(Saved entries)
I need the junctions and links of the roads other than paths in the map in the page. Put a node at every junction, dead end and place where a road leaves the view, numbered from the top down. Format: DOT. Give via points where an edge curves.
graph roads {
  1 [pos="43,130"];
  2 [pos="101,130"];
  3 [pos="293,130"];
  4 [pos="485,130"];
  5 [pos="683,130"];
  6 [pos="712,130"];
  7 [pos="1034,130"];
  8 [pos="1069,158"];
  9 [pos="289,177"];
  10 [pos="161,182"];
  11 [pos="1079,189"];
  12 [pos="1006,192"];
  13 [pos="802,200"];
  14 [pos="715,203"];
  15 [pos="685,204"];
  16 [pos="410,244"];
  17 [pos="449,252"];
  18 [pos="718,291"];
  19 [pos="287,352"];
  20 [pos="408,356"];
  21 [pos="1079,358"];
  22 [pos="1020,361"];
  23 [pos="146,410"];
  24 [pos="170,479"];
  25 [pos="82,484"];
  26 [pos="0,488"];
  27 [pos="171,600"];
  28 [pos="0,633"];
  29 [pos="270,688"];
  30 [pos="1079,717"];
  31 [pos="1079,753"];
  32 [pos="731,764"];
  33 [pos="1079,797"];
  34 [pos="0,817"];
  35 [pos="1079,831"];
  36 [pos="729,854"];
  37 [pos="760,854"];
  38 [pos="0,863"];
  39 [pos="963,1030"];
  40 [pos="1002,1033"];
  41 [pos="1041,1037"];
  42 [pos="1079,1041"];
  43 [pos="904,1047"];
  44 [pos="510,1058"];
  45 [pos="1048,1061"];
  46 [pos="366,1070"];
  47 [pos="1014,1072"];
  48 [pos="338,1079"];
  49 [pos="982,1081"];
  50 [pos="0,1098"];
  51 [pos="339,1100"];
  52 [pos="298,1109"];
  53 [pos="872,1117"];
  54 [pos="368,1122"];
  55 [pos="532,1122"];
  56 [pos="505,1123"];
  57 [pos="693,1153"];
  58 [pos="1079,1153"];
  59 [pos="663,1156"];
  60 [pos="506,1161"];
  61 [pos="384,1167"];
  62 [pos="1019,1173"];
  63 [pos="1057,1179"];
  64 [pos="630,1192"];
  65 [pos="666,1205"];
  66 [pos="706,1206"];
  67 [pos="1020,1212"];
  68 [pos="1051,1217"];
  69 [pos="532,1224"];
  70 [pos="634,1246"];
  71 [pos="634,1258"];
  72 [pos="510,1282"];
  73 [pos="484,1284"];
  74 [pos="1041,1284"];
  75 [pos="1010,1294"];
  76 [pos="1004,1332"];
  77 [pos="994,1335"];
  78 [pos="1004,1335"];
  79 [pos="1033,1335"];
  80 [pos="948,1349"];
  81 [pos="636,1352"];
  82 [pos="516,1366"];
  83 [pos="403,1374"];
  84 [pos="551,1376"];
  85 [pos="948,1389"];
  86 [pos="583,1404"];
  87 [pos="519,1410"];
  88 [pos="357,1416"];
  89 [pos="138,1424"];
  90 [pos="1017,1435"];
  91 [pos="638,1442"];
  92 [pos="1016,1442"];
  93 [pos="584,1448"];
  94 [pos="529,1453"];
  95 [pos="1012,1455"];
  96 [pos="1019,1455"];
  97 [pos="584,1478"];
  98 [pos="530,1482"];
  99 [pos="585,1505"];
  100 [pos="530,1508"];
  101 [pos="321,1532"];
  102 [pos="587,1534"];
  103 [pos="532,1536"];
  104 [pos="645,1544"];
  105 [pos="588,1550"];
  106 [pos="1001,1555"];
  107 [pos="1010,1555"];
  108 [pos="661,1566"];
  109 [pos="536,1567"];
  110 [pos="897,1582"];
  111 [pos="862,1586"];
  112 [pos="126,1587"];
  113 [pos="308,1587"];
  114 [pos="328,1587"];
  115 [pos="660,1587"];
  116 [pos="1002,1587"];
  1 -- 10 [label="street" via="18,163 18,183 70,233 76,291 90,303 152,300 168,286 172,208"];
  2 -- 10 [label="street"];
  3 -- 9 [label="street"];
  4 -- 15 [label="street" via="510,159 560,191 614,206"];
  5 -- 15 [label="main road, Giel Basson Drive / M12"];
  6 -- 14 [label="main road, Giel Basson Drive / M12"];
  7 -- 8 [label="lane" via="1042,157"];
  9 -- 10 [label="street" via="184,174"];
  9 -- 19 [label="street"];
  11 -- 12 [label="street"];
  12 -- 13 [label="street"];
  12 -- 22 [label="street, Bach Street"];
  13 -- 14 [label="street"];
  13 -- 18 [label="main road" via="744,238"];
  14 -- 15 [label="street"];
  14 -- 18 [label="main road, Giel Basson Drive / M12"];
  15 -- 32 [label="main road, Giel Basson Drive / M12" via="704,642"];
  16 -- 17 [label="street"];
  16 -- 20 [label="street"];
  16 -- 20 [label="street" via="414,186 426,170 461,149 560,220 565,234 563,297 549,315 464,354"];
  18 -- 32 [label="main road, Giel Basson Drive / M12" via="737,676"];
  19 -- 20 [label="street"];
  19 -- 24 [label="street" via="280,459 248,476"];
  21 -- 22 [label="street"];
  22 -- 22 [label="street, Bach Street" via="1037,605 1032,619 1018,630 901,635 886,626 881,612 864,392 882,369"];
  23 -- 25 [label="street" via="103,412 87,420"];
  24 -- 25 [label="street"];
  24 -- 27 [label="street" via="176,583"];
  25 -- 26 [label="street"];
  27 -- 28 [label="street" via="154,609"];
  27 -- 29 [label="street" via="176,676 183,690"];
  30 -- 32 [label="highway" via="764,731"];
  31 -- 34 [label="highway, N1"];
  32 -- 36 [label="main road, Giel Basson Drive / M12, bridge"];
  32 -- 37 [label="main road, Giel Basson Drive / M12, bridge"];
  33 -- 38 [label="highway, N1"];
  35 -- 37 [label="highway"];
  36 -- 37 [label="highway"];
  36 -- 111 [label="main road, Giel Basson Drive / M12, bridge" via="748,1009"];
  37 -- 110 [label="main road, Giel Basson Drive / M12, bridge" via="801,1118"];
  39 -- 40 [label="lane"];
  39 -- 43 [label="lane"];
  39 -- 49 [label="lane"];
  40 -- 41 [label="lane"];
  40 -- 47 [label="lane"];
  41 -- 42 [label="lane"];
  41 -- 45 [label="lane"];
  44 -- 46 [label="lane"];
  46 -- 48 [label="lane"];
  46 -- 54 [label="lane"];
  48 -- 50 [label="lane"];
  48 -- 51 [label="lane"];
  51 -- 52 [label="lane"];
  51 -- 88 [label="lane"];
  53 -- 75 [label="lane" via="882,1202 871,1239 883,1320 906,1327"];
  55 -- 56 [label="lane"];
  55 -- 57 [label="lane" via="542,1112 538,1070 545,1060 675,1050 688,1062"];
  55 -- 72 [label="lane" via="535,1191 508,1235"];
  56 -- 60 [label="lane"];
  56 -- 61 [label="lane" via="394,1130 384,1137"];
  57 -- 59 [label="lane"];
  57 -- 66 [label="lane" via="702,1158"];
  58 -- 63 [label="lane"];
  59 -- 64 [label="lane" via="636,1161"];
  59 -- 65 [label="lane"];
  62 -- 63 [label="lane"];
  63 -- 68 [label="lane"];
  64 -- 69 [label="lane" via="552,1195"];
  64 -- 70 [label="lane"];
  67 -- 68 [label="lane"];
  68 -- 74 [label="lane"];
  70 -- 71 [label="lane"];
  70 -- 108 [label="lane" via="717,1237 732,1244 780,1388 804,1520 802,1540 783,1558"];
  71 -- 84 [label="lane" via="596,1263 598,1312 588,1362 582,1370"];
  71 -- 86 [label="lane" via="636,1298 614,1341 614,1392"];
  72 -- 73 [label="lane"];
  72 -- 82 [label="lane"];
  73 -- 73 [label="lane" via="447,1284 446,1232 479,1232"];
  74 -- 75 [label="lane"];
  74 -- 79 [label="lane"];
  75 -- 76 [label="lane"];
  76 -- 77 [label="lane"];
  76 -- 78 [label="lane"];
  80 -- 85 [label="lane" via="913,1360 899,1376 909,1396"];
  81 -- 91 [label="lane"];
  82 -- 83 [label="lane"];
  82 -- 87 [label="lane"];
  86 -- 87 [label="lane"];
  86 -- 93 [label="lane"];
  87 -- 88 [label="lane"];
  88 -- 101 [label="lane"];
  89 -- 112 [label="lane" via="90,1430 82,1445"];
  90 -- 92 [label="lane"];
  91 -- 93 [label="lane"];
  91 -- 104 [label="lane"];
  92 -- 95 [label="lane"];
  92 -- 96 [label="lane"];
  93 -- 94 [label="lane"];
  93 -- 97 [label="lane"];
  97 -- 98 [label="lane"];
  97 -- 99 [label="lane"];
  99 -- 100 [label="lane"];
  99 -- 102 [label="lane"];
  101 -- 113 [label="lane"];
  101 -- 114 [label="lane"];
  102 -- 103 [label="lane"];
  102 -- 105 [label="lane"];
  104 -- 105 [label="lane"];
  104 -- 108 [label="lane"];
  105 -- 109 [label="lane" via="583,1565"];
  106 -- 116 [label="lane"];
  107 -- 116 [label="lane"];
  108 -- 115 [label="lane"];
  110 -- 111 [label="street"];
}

Directions:
Pick out the lines above containing the word "Drive", then copy them.

Response box:
  5 -- 15 [label="main road, Giel Basson Drive / M12"];
  6 -- 14 [label="main road, Giel Basson Drive / M12"];
  14 -- 18 [label="main road, Giel Basson Drive / M12"];
  15 -- 32 [label="main road, Giel Basson Drive / M12" via="704,642"];
  18 -- 32 [label="main road, Giel Basson Drive / M12" via="737,676"];
  32 -- 36 [label="main road, Giel Basson Drive / M12, bridge"];
  32 -- 37 [label="main road, Giel Basson Drive / M12, bridge"];
  36 -- 111 [label="main road, Giel Basson Drive / M12, bridge" via="748,1009"];
  37 -- 110 [label="main road, Giel Basson Drive / M12, bridge" via="801,1118"];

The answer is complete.